Jane Pavitt’s areas of expertise include museum history, theory and practice, design and curatorship, and critical contexts for contemporary design in a museum context. Also, subjects specific to branding, both in terms of design practice and consumer culture. Additionally, research into design culture in a cold war context (in a British or English-language context), and postmodernism and design. Her work while with the University of Brighton presented postmodern design as a set of liberating strategies used to express identity in an age of rapid commodification, during the 1970s and 1980s. An exhibition, the first of its kind to survey the international arts situation, covering architecture, design, fashion, graphics, performance, film and video, tours internationally in 2012, accompanied by a major book, edited by Pavitt and Adamson, and conference in 2011.

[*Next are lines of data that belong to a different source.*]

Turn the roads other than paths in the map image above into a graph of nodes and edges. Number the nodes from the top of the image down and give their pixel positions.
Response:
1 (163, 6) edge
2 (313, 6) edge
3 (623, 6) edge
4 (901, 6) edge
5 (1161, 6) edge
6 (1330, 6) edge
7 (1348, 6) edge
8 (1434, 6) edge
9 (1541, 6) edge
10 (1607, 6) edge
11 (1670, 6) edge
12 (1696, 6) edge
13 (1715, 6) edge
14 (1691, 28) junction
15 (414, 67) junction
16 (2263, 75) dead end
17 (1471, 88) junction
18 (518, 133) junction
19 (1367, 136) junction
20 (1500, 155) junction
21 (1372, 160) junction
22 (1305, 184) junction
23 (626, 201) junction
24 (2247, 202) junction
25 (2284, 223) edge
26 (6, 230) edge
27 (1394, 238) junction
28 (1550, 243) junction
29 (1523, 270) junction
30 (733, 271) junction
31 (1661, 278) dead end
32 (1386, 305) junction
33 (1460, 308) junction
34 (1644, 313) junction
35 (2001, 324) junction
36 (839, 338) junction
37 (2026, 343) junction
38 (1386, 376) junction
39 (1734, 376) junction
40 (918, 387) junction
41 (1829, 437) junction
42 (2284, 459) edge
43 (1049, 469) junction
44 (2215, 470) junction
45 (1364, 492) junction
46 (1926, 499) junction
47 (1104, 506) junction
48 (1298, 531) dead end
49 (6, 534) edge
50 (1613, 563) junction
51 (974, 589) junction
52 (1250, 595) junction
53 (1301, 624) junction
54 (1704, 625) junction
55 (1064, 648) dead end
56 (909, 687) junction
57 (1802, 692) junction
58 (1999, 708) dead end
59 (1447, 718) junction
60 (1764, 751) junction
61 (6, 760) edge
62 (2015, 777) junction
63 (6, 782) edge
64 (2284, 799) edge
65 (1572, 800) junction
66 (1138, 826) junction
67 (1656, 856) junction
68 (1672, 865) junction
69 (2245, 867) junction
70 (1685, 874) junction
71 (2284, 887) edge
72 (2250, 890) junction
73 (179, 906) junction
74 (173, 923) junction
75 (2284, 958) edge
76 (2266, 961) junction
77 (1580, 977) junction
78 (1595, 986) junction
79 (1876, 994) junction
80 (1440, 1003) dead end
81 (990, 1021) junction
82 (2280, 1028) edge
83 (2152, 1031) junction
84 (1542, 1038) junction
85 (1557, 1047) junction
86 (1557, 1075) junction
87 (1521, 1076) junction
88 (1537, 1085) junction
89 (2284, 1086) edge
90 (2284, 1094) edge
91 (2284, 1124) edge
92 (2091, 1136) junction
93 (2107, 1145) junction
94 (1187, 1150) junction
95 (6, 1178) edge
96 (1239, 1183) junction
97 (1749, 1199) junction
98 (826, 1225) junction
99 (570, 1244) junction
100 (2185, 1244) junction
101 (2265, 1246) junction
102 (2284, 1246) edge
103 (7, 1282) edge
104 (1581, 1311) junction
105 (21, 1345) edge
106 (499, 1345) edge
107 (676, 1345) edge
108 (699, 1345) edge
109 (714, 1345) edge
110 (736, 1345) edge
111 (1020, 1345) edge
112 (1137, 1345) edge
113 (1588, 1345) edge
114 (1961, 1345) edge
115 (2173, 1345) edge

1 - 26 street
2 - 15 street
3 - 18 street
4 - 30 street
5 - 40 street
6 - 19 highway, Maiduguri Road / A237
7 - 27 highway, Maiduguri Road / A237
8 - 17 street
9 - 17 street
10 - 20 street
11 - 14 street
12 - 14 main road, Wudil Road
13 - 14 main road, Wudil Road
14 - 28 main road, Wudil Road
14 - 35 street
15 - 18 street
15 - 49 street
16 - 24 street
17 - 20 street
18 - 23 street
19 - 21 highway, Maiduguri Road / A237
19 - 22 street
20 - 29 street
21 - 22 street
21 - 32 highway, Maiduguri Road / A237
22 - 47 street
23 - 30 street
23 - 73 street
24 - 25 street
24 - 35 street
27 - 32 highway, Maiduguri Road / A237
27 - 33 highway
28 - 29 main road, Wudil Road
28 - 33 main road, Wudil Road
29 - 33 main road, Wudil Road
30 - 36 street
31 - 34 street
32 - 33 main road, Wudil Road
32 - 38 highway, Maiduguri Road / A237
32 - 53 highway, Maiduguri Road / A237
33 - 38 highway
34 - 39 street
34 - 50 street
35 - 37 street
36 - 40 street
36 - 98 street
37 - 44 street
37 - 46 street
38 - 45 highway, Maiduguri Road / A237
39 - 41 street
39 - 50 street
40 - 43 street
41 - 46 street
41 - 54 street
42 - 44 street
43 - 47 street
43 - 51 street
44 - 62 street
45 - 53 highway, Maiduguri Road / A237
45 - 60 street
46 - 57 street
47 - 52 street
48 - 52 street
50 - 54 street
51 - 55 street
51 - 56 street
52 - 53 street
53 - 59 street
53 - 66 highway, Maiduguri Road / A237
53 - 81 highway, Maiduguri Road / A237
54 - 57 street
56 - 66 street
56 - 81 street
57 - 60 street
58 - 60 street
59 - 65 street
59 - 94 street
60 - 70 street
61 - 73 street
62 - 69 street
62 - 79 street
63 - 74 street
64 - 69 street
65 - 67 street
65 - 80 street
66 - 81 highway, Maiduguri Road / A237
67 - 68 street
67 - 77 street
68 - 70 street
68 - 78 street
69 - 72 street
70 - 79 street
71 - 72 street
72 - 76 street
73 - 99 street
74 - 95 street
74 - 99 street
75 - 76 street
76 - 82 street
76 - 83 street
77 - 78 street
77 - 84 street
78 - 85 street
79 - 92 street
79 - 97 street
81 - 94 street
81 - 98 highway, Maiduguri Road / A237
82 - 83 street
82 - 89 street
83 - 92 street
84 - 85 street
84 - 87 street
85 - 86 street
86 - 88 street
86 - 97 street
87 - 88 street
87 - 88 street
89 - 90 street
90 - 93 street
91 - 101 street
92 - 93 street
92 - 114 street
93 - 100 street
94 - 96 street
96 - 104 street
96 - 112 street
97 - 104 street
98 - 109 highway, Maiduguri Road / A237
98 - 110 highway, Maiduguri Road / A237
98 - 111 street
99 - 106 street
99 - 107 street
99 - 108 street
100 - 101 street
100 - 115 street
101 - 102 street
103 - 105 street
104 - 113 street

Jane Pavitt curated the exhibition Cold War Modern: Design 1945-70, staged in 2008 at the V&A and in 2009 at the Museum of Modern Art, Rovereto (Italy) and the National Gallery of Art, Vilnius (Lithuania). She worked with the show’s consultant, David Crowley from the Royal College of Art on the exhibition and its accompanying book. The exhibition explored the extraordinary international developments in modern art and design, from both sides of the Iron Curtain, in the period.  At its core is the thesis that the Cold War can be understood as a ‘competition to be modern’ and that this was made manifest in art, architecture, design and film.